Computer Science and Engineering, Northeastern University, Shenyang, China.
Alibaba A.I. Labs., Hangzhou, China.
Med Biol Eng Comput. 2022 Jul;60(7):1897-1913. doi: 10.1007/s11517-022-02558-4. Epub 2022 May 6.
The dynamic functional connectivity analysis provides valuable information for understanding functional brain activity underlying different cognitive processes. Modeling spatio-temporal dynamics in functional brain networks is critical for underlying the functional mechanism of autism spectrum disorder (ASD). In our study, we propose a machine learning approach for the classification of neurological disorders while providing an interpretable framework, which thoroughly captures spatio-temporal features in resting-state functional magnetic resonance imaging (rs-fMRI) data. Specifically, we first transform rs-fMRI time-series into temporal multi-graph using the sliding window technique. A temporal multi-graph clustering is then designed to eliminate the inconsistency of the temporal multi-graph series. Then, a graph structure-aware LSTM (GSA-LSTM) is further proposed to capture the spatio-temporal embedding for temporal graphs. Furthermore, The proposed GSA-LSTM can not only capture discriminative features for prediction but also impute the incomplete graphs for the temporal multi-graph series. Extensive experiments on the autism brain imaging data exchange (ABIDE) dataset demonstrate that the proposed dynamic brain network embedding learning outperforms the state-of-the-art brain network classification models. Furthermore, the obtained clustering results are consistent with the previous neuroimaging-derived evidence of biomarkers for autism spectrum disorder (ASD).

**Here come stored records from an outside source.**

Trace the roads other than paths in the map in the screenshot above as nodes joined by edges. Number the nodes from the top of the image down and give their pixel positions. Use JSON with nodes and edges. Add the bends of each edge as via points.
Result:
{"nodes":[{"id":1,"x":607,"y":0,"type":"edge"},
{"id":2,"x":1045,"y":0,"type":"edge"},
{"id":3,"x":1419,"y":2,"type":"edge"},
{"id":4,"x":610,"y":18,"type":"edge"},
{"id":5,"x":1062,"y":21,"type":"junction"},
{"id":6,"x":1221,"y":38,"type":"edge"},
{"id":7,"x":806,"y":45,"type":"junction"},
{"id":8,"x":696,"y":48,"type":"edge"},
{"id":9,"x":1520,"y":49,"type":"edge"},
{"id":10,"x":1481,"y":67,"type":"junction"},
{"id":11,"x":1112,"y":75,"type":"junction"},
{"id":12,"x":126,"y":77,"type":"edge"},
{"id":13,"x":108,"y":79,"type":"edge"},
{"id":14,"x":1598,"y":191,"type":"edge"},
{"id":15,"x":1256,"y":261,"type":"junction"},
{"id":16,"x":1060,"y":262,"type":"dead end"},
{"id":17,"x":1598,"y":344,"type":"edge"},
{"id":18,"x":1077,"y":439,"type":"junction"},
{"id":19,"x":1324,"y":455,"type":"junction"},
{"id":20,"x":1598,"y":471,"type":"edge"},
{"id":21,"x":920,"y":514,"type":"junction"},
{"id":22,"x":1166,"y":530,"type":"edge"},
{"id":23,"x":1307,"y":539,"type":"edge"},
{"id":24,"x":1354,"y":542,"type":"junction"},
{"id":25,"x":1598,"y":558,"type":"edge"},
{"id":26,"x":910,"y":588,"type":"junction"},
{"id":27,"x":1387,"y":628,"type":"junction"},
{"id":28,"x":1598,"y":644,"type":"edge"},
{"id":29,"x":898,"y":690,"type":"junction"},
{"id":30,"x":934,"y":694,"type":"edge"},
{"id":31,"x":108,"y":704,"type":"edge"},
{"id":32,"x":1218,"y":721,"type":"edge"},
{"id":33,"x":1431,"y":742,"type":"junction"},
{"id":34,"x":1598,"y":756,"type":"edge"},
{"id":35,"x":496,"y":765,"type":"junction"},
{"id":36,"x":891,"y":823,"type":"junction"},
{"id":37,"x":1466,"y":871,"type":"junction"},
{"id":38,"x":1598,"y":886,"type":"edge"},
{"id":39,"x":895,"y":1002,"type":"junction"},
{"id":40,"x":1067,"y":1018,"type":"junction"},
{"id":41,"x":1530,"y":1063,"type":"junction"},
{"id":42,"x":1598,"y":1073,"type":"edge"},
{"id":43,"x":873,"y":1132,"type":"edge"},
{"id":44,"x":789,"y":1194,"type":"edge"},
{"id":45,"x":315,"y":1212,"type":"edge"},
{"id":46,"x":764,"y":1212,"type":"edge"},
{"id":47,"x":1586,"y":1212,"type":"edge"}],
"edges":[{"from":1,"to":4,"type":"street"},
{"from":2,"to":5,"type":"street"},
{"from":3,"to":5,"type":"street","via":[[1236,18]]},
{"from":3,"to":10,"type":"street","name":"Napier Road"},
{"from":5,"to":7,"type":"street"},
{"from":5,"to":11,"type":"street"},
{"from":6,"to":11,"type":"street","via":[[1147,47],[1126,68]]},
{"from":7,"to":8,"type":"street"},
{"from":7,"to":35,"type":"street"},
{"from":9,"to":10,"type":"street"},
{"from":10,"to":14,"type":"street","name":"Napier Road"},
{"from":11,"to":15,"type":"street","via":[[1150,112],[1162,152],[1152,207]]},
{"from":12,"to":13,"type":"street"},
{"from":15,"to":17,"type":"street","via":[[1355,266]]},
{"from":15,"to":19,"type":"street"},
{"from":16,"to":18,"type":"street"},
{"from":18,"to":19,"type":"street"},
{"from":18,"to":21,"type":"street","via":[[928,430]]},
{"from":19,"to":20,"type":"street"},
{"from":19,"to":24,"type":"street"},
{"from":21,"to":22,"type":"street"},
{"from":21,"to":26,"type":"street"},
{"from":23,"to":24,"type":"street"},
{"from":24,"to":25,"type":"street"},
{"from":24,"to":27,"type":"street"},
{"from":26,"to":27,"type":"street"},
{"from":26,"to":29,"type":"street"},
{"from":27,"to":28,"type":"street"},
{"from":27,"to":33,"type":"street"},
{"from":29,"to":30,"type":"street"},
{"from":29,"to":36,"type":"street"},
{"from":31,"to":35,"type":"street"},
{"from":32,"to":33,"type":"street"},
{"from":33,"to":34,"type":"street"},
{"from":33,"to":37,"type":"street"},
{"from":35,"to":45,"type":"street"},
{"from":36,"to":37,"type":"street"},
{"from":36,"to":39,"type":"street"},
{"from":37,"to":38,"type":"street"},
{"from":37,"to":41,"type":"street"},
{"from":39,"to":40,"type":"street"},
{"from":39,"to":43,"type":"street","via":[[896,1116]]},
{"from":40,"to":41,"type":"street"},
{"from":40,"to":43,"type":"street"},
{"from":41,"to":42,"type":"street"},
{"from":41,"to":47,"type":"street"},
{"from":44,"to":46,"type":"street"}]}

动态功能连接分析为理解不同认知过程的基础功能脑活动提供了有价值的信息。对功能脑网络中的时空动态进行建模对于揭示自闭症谱系障碍(ASD)的功能机制至关重要。在我们的研究中,我们提出了一种用于神经疾病分类的机器学习方法,同时提供了一个可解释的框架,该框架可以彻底捕获静息态功能磁共振成像(rs-fMRI)数据中的时空特征。具体来说,我们首先使用滑动窗口技术将 rs-fMRI 时间序列转换为时间多图。然后设计了一个时间多图聚类来消除时间多图序列的不一致性。然后,进一步提出了一种图结构感知 LSTM(GSA-LSTM)来捕获时间图的时空嵌入。此外,所提出的 GSA-LSTM 不仅可以捕获用于预测的有鉴别力的特征,还可以对时间多图序列中的不完全图进行插补。在自闭症脑成像数据交换(ABIDE)数据集上的广泛实验表明,所提出的动态脑网络嵌入学习优于最先进的脑网络分类模型。此外,获得的聚类结果与先前神经影像学衍生的自闭症谱系障碍(ASD)生物标志物的证据一致。